Tech King Quietly Acquires Washington Post

bezos Tech King Quietly Acquires Washington Post

THE PR VERDICT: “A” (PR Perfect) for Amazon founder Jeff Bezos.

That massive thud on Monday was the sound of jaws dropping at the news that Amazon founder Jeff Bezos bought the Washington Post, one of the most venerated newspapers in the US, from the Graham family, which owned it for 80 years. The pricetag of $250 million is almost pocket change to Bezos, representing about one percent of his estimated $25 billion personal fortune. Perhaps that’s why some conjectured that Bezos, who pours millions into pet projects like spaceflight and a clock that will run for 10,000 years, made the purchase for the fun of it.

Media and business pundits will no doubt continue to try to explain, praise, or pan the acquisition. As one observer noted, Bezos and the Graham family eschewed the theatrics that often accompany major announcements where tech sector luminaries are involved. News of the sale went public quietly, initially in a hushed Post staff meeting and with a letter from Bezos posted on the WaPo website.

Well played all around. The understated announcement evinced the Graham family’s sensitivity to the interests and sentiments of gobsmacked Post employees (not to mention investors in the soon-to-be-private media property). For Bezos, whose retail empire began with antiquating the book industry, and who last year predicted the death of print inside 20 years, a more visible PDA – Public Display of Acquisition – might be a tad unseemly.

THE PR VERDICT: “A” (PR Perfect) for the Graham family and Jeff Bezos of Amazon, for standing back and letting the most significant media acquisition of the year speak for itself.

THE PR TAKEAWAY: When the news you have shouts on its own, tell it in a whisper.
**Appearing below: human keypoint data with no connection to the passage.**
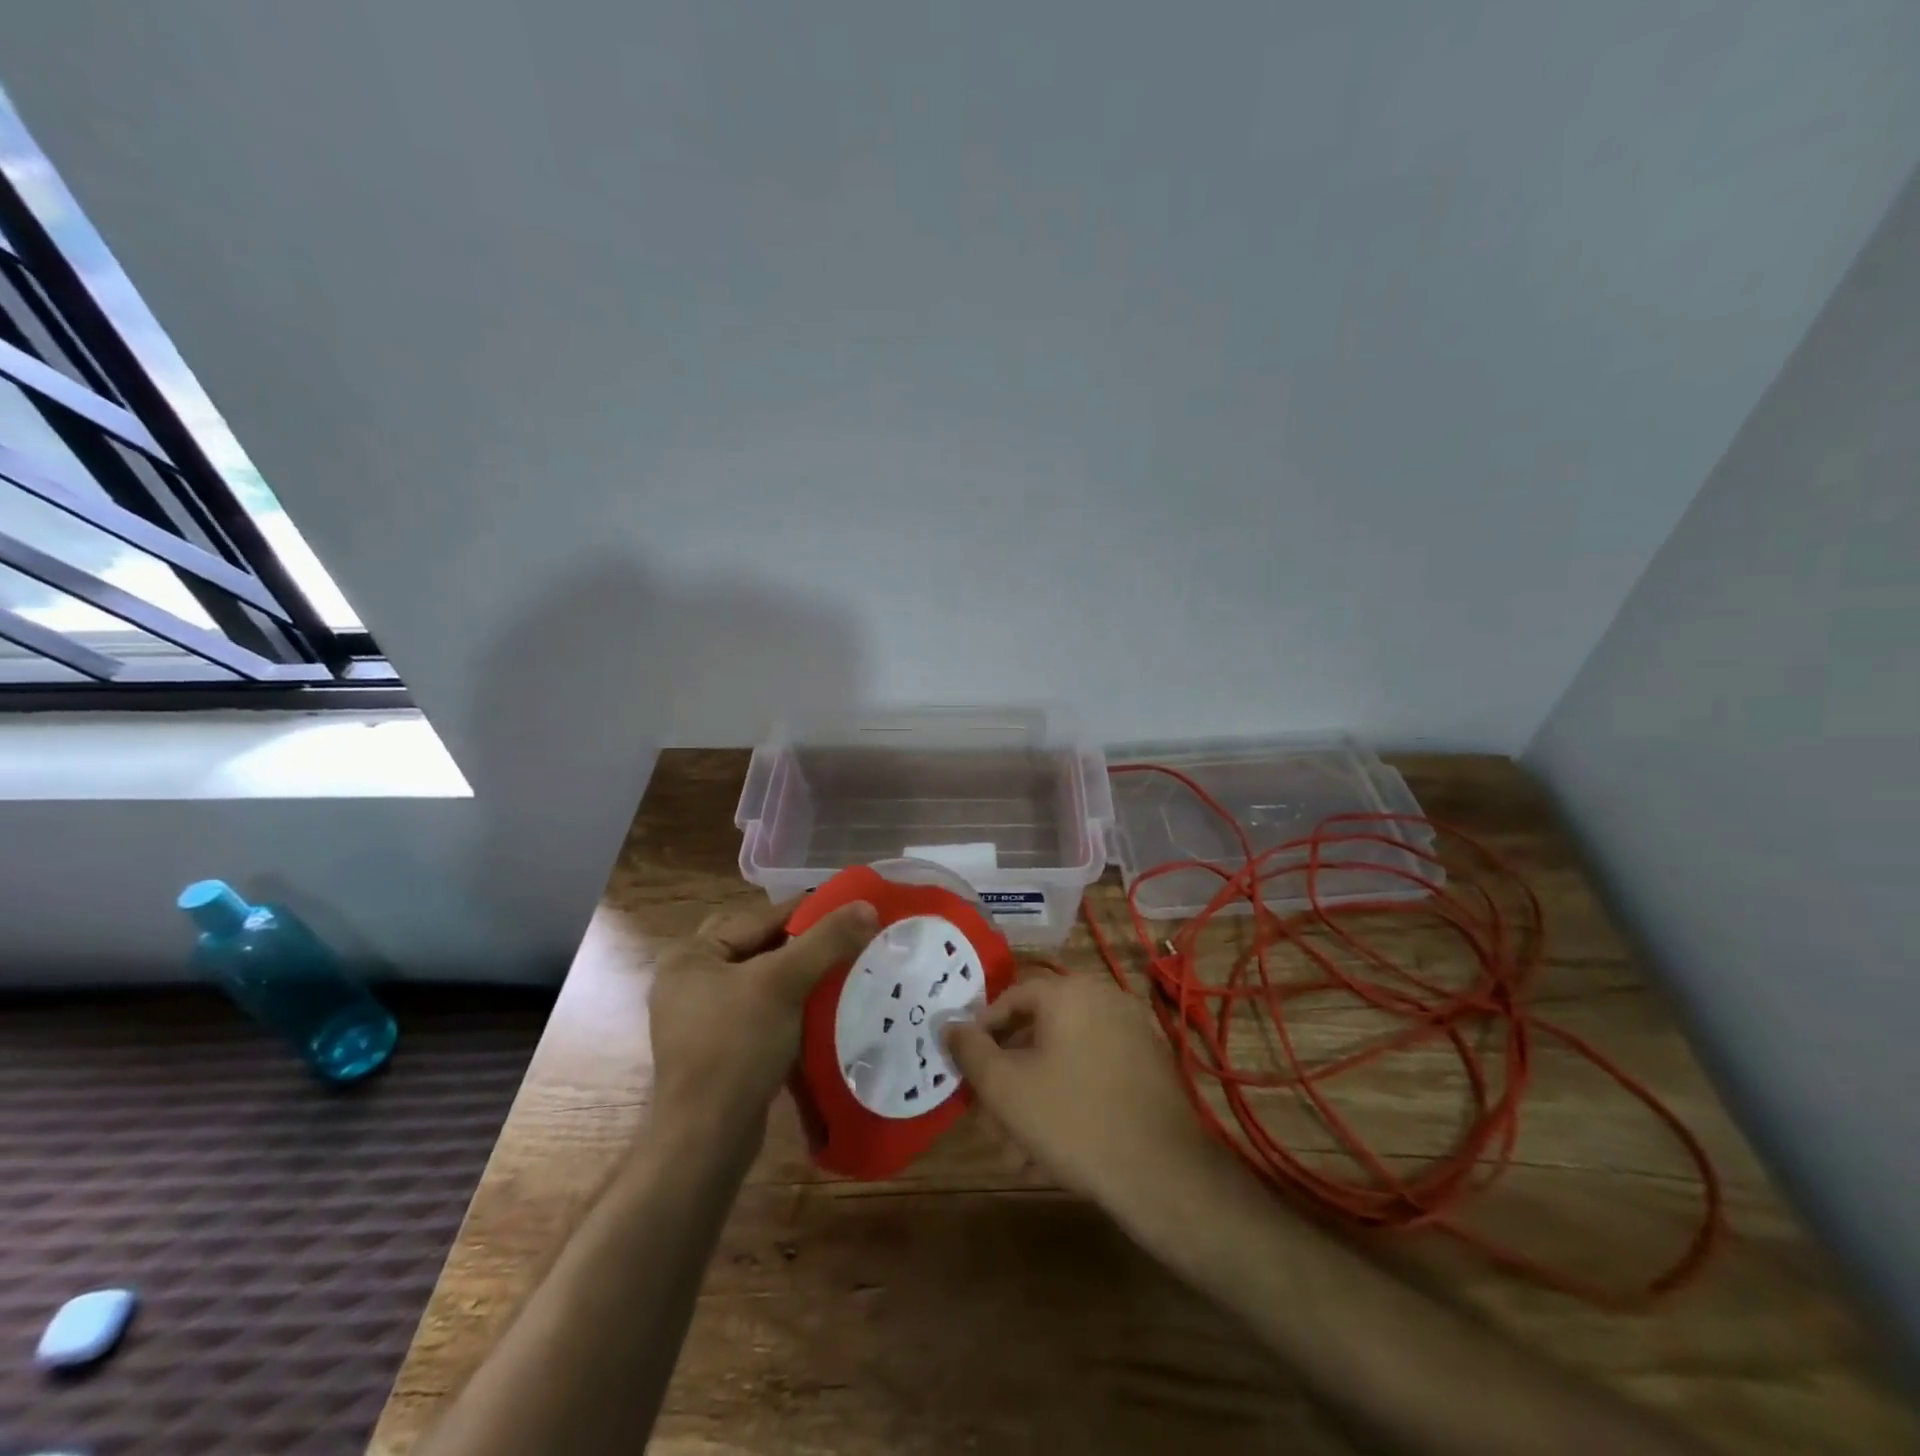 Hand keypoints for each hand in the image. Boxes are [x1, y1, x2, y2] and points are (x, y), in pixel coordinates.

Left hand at [649, 896, 877, 1137]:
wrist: (708, 1138)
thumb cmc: (736, 1047)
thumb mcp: (783, 983)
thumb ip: (825, 940)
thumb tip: (867, 906)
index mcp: (692, 955)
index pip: (759, 918)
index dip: (807, 913)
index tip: (851, 910)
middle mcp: (690, 980)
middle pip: (760, 947)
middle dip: (803, 945)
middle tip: (845, 942)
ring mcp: (702, 1017)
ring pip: (763, 980)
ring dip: (799, 976)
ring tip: (841, 973)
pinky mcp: (719, 1049)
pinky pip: (761, 1011)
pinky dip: (790, 1006)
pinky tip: (821, 1011)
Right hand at [943, 974, 1218, 1226]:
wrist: (1161, 1172)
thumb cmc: (1072, 1120)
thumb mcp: (1005, 1088)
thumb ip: (970, 1051)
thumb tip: (950, 1025)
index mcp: (1069, 992)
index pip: (1012, 997)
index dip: (983, 1031)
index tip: (968, 1067)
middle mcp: (1104, 997)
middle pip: (1040, 1029)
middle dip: (1010, 1073)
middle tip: (991, 1113)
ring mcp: (1133, 1029)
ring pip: (1066, 1055)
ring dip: (1037, 1092)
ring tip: (1019, 1145)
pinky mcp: (1151, 1062)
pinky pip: (1096, 1068)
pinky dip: (1071, 1094)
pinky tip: (1057, 1144)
Two other major media transactions – the sales of Newsweek and the Boston Globe – occurred at virtually the same time as the Post sale, but does anyone remember? The Post transaction leaves open a lot of questions, stirs emotions, will have far-ranging impact, both in media and tech. By keeping things understated and matter-of-fact, both sides were well served in presenting a “business-as-usual” front on a transaction that is anything but.